U.S. soybean exports will undergo a new procedure to meet new phytosanitary requirements for shipping to China.
The U.S. Animal and Plant Health Inspection Service says the new procedure applies to both bulk and container shipments of raw and unprocessed American soybeans to China.
APHIS says compliance with the new rules will be necessary to maintain uninterrupted shipments to China. Greg Ibach , USDA Undersecretary for Marketing and Regulatory Programs, issued a statement saying that the agency worked closely with China and U.S. soybean industry representatives in coming up with an acceptable procedure.
Earlier this year, China said the U.S. soybean shipments that were coming into the country contained too much foreign material in each load, including dirt and weed seeds.
Chinese officials said the foreign material exceeded their standards and some of the weed seeds were of possible quarantine concern.
Under the new procedure, APHIS will now notify China of any shipments that exceed one percent foreign material.
Shipments with impurity levels below a new standard of 1 percent, half the current level, will receive priority for shipment, while soybeans above it may be held back for more cleaning, U.S. Department of Agriculture spokesman William Wepsala said.
China is the world’s biggest soybean importer and purchases have climbed to a record as an expansion in large-scale livestock farming and a shortage of protein-rich feed grains boosts soymeal consumption. The Asian nation is by far the biggest destination for U.S. soybean exports, with sales of $14.2 billion of the oilseed in 2016, more than one-third of the value of the crop.
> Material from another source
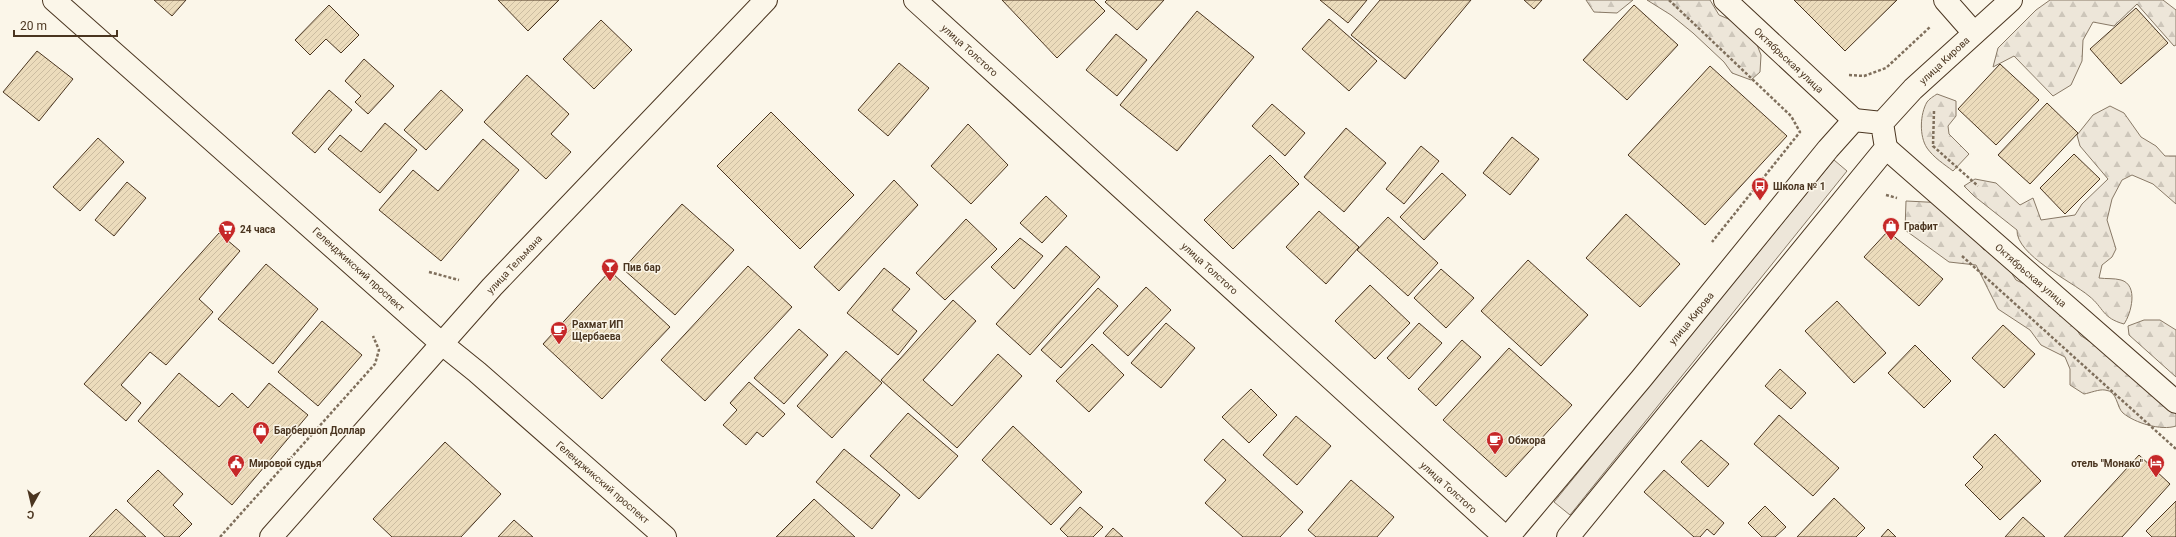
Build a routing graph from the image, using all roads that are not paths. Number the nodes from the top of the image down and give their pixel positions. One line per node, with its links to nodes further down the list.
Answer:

The new rules mean “the U.S. is going to lose some business,” said Charlie Sernatinger, global head of grain futures for ED&F Man Capital Markets in Chicago. American shippers will have to pay a premium for supplies that meet the higher standards, he said. “There are no such certificates required for Brazil beans.”
China’s soybean imports totaled 77.3 million metric tons between January and October, according to customs data. Purchases from Brazil were 46 million tons in the period and the U.S. accounted for 22 million tons.
China has assured the U.S. that all shipments will be allowed to continue while America develops new farm-to-export procedures to meet the new requirements.